Немцы не только рассуждали о перспективах ракетного оружия. Летом 1918 года кайзеровский офицер Рудольф Небель запускает со своего самолета-истребителя на объекты противника две построенные им небольшие ракеты. Еще раньше, в 1917 году, 23-летний доброволец австрийской армии — союзницы Германии — Герман Оберт разрабатывает проект боевой ракеты длиной 25 и диаметром 5 метров, которая, работая на смеси спирта и кислорода, должна пролететь несколько сот километров и с помощью специальных автоматических устройств сбросить на англичан... 10 тысяч тонн взрывчатки! Несколько таких ракет, считал Оберт, окажут большое моральное воздействие на противника. Запуск ракеты Оберта не состоялся, но идея была хорошая.

Чем же в это время занимались английская и французская разведки?

О ракетах думали не только в Германии. Возможностями создания двигателя, работающего на основе принципа отдачи реактивной струи, давно уже интересовались ученые, инженеры, промышленники и даже писатели-фантасты. Ракеты были грудными младенцами, которым предстояло расти и расти. Еще в 1895 году русский ученый Циолковский начинает изучать проблемы создания ракет большой мощности. В 1903 году он передает изумленным специалистам свою работу “Исследование мировых пространств реактивными приборами”. В ней он развивает основы теории ракетных двигателей, работающих на кислороде и водороде, которые с тех пор называют жидкостно-реактивными, в отличие от двигателей на твердом топливе. Циолковский смело стремится к полету в космос. В 1912 году он излагает свою вторую, улучшенную теорию об исследовании мировых пространств посредством ракетных кораблей. В 1915 году он предлагает проект конструкции ракеты, в котором уже формулирует свои взгляды относительно камеры сгорания ракетного двигателя, а также о необходимых системах подачи топлива. Война замедлила темпы работы великого ученого. Но идеи были правильные, и последующие десятилетия это подтвердили: первым человеком в космосе стал русский Юрий Гагарин.

Так что, господа разведчики и военные, чаще посещайте научные библиотеки и семинары и поменьше посмеивайтесь над чудаковатыми мечтателями, вроде учителя из провинциальной российской Калуги.

И морские торпеды впервые применили русские. В разгар Русско-турецкой войны адмирал Макаров, тогда еще капитан первого ранга, успешно наводил их с катеров на турецкие корабли. В Первую мировую войну торпеды были уже грозным оружием, которое унесло на дно морское множество человеческих жизней. Созданный впоследствии гитлеровцами самолет-снаряд “ФАУ-1” был в техническом отношении точной копией морской торпеды. После пуска такого снаряда он летел с помощью автопилота по заданному курсу и на заранее определенной высоте.

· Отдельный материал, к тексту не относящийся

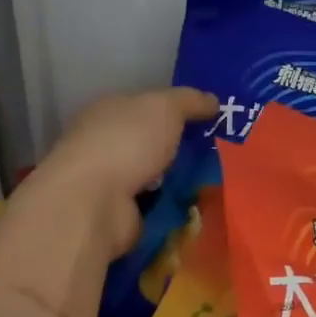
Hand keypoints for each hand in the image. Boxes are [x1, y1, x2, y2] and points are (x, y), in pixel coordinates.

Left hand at [17, 87, 216, 255]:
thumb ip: (190, 100)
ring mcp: (110, 182)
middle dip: (180, 148)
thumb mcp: (165, 107)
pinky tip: (201, 206)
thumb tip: (213, 101)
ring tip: (218, 181)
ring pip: (155, 176)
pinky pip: (157, 207)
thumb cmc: (126, 142)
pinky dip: (174, 207)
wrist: (94, 203)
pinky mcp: (120, 215)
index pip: (145, 106)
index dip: (176, 110)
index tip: (210, 119)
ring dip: (181, 180)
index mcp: (108, 111)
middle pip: (151, 143)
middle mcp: (106, 144)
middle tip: (221, 153)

Насколько морская торпеда является самоходной подводной лодкой, настолько самолет-снаряд “ФАУ-1” был автоматически управляемым и несущим фугасный заряд беспилотным самолетом.

И уж совсем близкий пример. “ФАУ-1” был далеко не первым реактивным самолетом-снарядом. Это идея выдвигалась в США еще во время Первой мировой войны, когда армейские авиаконструкторы в содружестве с фирмой “Сперри-гироскоп” построили летающую бомбу “Баг”. “Баг” был снабжен специальным двигателем и винтом. Двигатель изобрел инженер Пауль Шмидт, которому армейское управление вооружений первоначально оказывало финансовую помощь. В середине 1918 года летающая бомба была подготовлена для производства, но, как все первые образцы техники, оставалась несовершенной. Разработка ее продолжалась после окончания войны и была прекращена по финансовым соображениям в 1925 году.

Но в Версальский договор о разоружении Германии ракеты не включили.

И получили!

 

* * *

Летом 1944 года Адольфа Гитлера редко видели в хорошем настроении. Дела на Восточном фронте шли куда хуже: русские наступали на всех направлениях. А тут еще одна головная боль: 6 июня англо-американские войска, высадившись в северной Франции, открыли Второй фронт. На совещаниях в ставке фюрер демагогически восклицал, что не понимает, как это представители западных, хоть и “вонючих”, по его мнению, демократий могли пойти на сговор с Советами. “Я не пущу большевиков в Европу!”, — орал он перед вытянувшимися в струнку фельдмаршалами и генералами.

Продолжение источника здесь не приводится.